Infamous (polski tytuł Bez skrupułów) obejrzałam dwa razy. I za każdym razem długo nie mogłam otrząsnąć się z wrażenia, jakie na mnie zrobił. Film opowiada o kulisach powstania jednej z najsłynniejszych powieści Trumana Capote zatytułowanej Z zimną krwią. Nie czytałam tej książki, ale z pewnością nadrobię to w najbliższej przyszłości.
Infamous to wstrząsający dramat o ludziach popchniętych do zbrodni przez różne życiowe doświadczenia, ale dla mnie to jest przede wszystkim film o wyrachowaniu pisarza, który jest gotów zrobić wszystko dla swojej powieści. Fenomenalna rola Toby'ego Jonesa (Capote), który sprawił, że ciężko było mi odróżnić film od rzeczywistości. Do tej pory zastanawiam się, kiedy jego bohater był szczery, a kiedy z premedytacją udawał. Gdy już wydaje mi się, że go rozgryzłam, on wywraca moje przekonanie do góry nogami. Jak np. moment, w którym Capote rozmawia ze swoją przyjaciółką, pisarką Harper Lee (Sandra Bullock) i mówi, że nie może znieść myśli o wydaniu wyroku w sprawie Perry'ego, ale po chwili twierdzi, że jego śmierć byłaby najlepsza dla jego powieści!
Jak daleko można się posunąć, by zdobyć materiał do książki? I czy Capote rzeczywiście wszystko co robił, robił w tym właśnie celu? Czy to co mówił Perry'emu miało jedynie przybliżyć go do prawdy, czy naprawdę tak odczuwał?

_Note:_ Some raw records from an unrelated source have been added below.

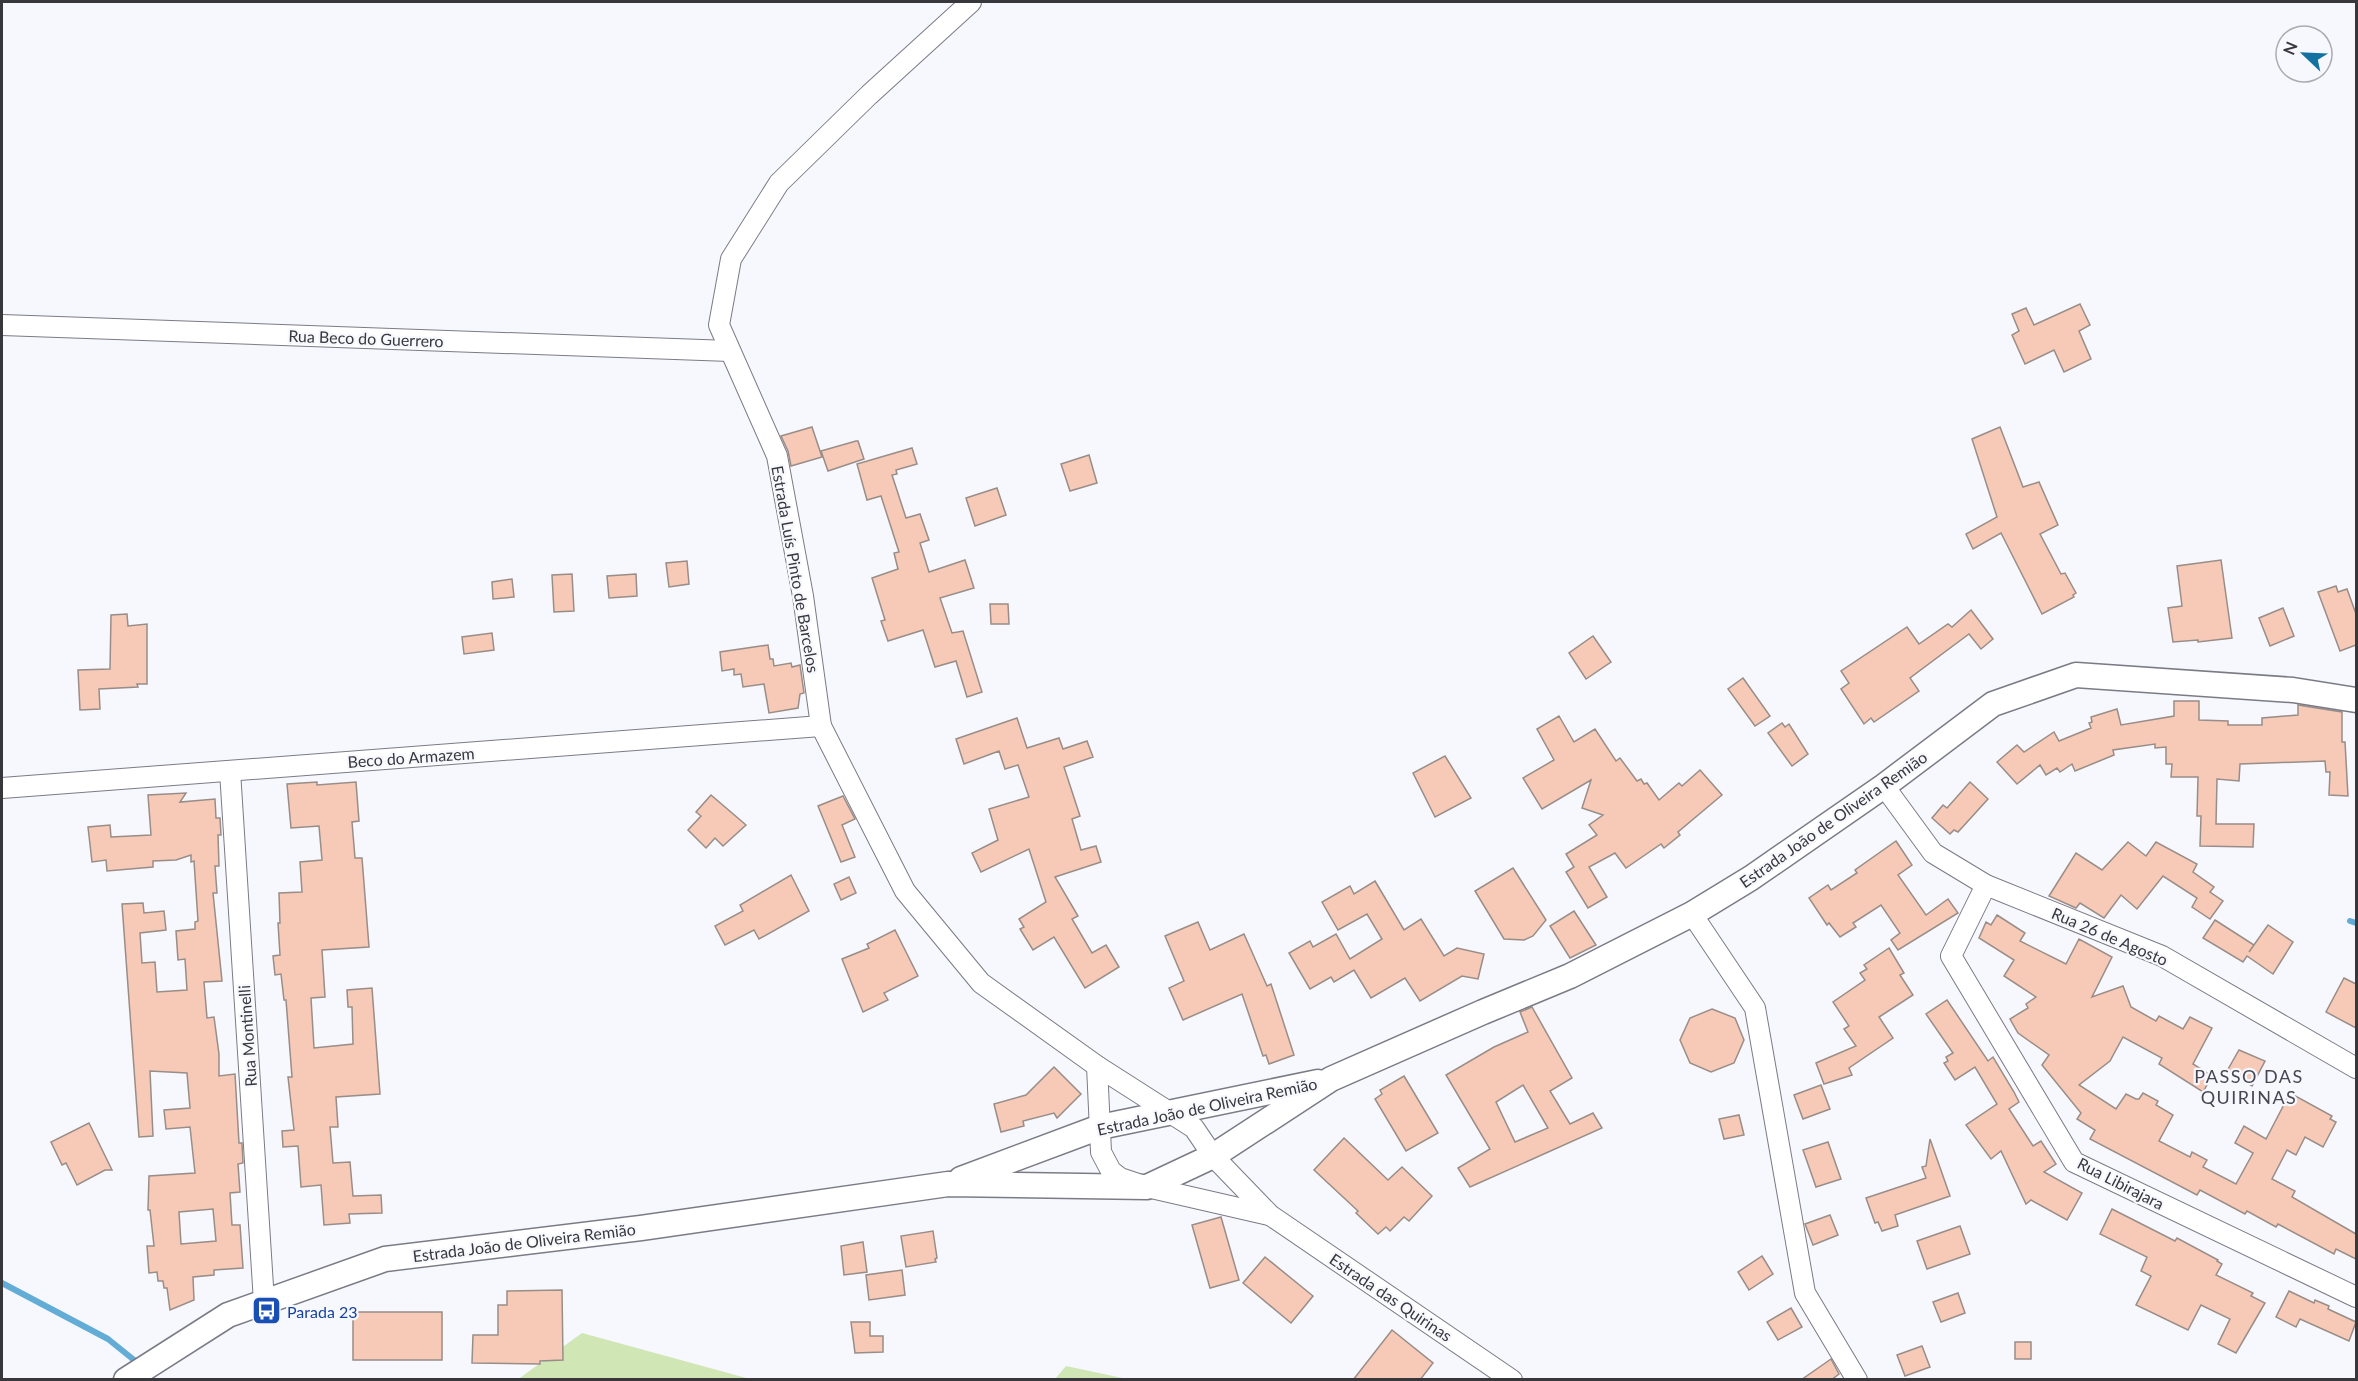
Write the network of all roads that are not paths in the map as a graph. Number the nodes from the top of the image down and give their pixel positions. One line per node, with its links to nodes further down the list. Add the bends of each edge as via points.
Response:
1 (971, 2): 3 (street, Estrada Luís Pinto de Barcelos, via 779,183 731,259 719,325)
2 (2, 325): 3 (street, Rua Beco do Guerrero)
3 (730, 351): 5 (street, Estrada Luís Pinto de Barcelos, via 777,456 803,596)
4 (2356, 700): 7 (main road, Estrada João de Oliveira Remião, via 2293,690 2076,675 1993,704)
5 (821, 726): 6 (street, Beco do Armazem); 11 (street, Estrada Luís Pinto de Barcelos, via 905,891 981,983)
6 (230, 771): 8 (street, Beco do Armazem); 21 (street, Rua Montinelli)
7 (1884, 786): 9 (street, Rua 26 de Agosto, via 1934,853); 10 (main road, Estrada João de Oliveira Remião, via 1752,878)
8 (2, 788)
9 (1986, 885): 12 (street, Rua 26 de Agosto, via 2162,956); 20 (street, Rua Libirajara, via 1951,956 2074,1162)
10 (1692, 914): 13 (main road, Estrada João de Oliveira Remião, via 1570,976); 24 (street, via 1755,1008 1805,1293)
11 (1097, 1066): 14 (street, Estrada Luís Pinto de Barcelos); 15 (street)
12 (2356, 1068)
13 (1330, 1079): 14 (main road, Estrada João de Oliveira Remião); 16 (main road, Estrada João de Oliveira Remião)
14 (1170, 1111): 15 (main road, Estrada João de Oliveira Remião); 16 (street, Estrada Luís Pinto de Barcelos, via 1194,1128)
15 (1100, 1127): 17 (main road, Estrada João de Oliveira Remião); 18 (street, Estrada das Quirinas, via 1101,1152 1111,1172)
16 (1213, 1156): 18 (main road, Estrada João de Oliveira Remião); 19 (street, Estrada das Quirinas)
17 (948, 1184): 18 (main road, Estrada João de Oliveira Remião); 21 (main road, Estrada João de Oliveira Remião, via 641,1228 385,1258)
18 (1147, 1187): 19 (street, Estrada das Quirinas)
19 (1270, 1215): 23 (street, Estrada das Quirinas)
20 (2356, 1297)
21 (264, 1302): 22 (main road, Estrada João de Oliveira Remião, via 228,1315)
22 (126, 1380)
23 (1512, 1380)
24 (1857, 1380)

Perry'ego Smitha gra tutaj Daniel Craig. Dla fanów Jamesa Bonda jego rola może być nie lada zaskoczeniem, w Infamous bowiem aktor gra homoseksualistę, zagubionego i zniszczonego psychicznie przez ojca, który aż do ostatniej chwili nie mógł pogodzić się z własną osobowością, a jednocześnie zachował człowieczeństwo i godność, mimo tego, co zrobił. To człowiek o duszy artysty, niezwykle inteligentny i oczytany, który chciał być doceniony za to, co robił, i który zdaje sobie również sprawę z niezwykłego paradoksu i ironii losu:
Całe życie chciałem stworzyć dzieło sztuki. Śpiewałem - nikt nie słuchał. Malowałem - nikt nie patrzył. A teraz, gdy ja i Dick zabiliśmy 4 osoby, co z tego wyjdzie? Dzieło sztuki.
Paradokumentalna forma filmu potęgowała jedynie uczucie pomieszania rzeczywistości. W moim odczuciu Infamous to świetnie zrobiony film biograficzny z rewelacyjną grą aktorów. Jego fabuła, zwłaszcza za ostatnim razem, głęboko zapadła mi w świadomość i nie zaznam spokoju, dopóki nie przeczytam książki. Chcę przekonać się, czy wizja reżysera i autora biografii odzwierciedla się w powieści, czy dostrzegę te ślady wyrachowania, a może wręcz przeciwnie - ironię tytułu, o której mówił filmowy Capote, tłumacząc Perry'emu chęć napisania książki. Chcę wiedzieć, chociaż to może absurdalne, czy to nie było perfidne kłamstwo (i tu proszę ewentualnych komentujących - jeśli czytaliście Z zimną krwią to ani słowa o niej!).
Podobno obraz nie zdobył takiego rozgłosu przez wcześniejszą premierę głośnego Capote z Philipem Seymourem Hoffmanem. Nie widziałam tego filmu, ale jeśli tylko będę miała okazję, na pewno obejrzę.